▶ Assignment
Go over the data below and say how many lines hold the word "Heidegärten". Only the number is needed.

**** Dataset content ****

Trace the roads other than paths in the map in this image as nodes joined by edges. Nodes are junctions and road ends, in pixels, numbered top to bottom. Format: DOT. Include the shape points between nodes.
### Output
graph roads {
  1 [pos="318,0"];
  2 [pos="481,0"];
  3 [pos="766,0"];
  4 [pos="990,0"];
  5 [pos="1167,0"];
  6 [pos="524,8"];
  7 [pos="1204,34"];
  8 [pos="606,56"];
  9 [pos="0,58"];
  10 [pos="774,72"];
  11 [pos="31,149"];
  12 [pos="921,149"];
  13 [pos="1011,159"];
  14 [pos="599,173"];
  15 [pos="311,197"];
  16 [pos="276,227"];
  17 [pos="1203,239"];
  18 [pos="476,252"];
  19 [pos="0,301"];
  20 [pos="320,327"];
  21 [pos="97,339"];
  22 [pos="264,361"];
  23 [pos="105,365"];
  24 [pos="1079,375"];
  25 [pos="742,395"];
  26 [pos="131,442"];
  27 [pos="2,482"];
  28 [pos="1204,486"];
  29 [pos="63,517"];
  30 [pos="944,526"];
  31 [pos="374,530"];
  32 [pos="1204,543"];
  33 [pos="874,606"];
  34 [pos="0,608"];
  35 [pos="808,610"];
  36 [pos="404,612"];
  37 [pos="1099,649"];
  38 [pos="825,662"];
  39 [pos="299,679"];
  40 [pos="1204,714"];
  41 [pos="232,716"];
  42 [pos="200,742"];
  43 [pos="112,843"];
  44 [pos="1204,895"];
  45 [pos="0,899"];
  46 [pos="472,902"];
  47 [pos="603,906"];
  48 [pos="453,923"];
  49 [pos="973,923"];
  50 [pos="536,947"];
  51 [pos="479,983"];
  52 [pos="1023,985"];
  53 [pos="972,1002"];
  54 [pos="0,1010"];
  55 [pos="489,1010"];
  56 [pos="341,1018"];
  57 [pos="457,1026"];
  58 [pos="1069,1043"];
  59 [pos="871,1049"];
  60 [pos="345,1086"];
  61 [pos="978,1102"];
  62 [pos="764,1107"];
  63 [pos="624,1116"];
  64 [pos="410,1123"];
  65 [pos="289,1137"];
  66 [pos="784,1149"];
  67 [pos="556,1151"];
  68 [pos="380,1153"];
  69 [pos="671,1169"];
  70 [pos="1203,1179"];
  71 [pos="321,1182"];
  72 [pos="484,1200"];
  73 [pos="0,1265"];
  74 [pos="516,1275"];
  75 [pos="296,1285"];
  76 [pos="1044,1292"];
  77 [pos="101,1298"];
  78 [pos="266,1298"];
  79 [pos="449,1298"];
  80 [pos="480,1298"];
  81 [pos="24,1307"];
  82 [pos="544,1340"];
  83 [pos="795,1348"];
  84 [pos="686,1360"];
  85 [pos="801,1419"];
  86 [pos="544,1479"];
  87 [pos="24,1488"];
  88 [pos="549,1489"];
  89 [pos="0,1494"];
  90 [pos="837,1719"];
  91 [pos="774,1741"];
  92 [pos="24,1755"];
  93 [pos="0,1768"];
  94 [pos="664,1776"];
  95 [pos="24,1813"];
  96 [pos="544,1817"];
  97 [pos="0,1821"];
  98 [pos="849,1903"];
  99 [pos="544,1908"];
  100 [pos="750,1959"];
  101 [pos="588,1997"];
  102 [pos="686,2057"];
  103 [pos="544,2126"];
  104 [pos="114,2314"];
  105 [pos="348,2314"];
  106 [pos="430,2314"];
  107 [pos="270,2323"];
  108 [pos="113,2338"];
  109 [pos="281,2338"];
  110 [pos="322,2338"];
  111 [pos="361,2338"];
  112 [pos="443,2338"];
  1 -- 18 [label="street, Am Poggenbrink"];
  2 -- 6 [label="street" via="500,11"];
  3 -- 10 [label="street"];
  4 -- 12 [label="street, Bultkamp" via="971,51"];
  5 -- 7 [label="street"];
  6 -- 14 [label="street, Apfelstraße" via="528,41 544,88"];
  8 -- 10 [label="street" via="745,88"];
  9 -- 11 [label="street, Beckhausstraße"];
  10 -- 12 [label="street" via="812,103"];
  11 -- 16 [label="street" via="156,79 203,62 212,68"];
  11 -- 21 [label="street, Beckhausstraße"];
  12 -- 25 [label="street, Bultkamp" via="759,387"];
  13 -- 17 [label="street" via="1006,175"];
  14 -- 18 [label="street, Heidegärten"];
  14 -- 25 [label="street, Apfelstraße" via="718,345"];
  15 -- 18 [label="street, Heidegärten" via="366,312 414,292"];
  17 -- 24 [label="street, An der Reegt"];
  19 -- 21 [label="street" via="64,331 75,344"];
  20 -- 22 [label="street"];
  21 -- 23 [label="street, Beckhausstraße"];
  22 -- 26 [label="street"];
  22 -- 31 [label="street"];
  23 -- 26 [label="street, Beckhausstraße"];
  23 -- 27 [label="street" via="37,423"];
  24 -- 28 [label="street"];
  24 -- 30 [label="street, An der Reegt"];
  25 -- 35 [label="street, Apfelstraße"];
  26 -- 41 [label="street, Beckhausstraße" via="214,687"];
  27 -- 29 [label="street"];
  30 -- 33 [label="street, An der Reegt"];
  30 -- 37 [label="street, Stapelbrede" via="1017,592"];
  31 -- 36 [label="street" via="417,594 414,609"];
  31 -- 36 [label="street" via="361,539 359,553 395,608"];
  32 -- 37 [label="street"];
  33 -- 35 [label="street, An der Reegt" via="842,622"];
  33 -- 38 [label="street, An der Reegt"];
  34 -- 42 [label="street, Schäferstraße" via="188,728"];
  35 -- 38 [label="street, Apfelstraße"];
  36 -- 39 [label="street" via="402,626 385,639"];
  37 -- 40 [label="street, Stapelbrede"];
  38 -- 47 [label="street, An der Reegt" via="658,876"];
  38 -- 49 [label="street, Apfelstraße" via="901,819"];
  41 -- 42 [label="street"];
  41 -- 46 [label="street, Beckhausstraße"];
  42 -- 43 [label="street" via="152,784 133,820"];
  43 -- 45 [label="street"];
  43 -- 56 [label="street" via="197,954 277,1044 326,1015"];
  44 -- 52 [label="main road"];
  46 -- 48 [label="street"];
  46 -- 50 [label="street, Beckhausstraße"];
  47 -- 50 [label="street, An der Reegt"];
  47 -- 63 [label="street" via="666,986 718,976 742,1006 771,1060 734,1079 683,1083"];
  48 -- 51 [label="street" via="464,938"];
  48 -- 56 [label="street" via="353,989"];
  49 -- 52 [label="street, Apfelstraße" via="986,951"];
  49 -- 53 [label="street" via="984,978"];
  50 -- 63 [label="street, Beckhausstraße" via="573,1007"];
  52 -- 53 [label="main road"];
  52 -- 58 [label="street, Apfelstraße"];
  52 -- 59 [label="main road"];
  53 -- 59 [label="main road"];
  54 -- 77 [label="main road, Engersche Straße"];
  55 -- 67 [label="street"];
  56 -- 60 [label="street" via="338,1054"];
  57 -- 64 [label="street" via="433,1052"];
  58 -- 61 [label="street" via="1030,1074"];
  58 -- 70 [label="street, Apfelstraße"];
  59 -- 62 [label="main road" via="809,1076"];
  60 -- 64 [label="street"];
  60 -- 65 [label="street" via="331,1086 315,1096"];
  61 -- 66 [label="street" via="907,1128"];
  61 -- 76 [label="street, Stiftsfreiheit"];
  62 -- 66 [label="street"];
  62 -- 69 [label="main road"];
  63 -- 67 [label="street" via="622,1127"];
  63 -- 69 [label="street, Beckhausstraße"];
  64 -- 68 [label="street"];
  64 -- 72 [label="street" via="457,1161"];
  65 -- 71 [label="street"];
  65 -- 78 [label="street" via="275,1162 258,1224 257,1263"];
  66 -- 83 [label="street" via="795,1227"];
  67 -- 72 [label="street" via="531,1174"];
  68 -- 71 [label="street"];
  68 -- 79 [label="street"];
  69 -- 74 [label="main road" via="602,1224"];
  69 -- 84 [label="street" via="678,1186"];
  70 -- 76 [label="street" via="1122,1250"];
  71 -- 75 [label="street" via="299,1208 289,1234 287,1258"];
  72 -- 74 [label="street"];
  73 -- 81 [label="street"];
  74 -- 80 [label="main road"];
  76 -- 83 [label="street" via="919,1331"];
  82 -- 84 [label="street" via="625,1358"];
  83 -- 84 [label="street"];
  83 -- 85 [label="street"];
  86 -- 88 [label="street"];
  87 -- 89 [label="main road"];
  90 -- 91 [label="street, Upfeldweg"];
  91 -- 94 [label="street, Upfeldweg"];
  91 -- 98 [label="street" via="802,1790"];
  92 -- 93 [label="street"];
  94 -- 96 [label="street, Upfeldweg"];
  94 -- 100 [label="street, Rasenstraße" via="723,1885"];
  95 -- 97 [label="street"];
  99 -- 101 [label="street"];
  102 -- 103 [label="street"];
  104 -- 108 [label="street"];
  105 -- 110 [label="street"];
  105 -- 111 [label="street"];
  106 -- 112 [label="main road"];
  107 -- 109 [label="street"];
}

****

▶ Problem solution
2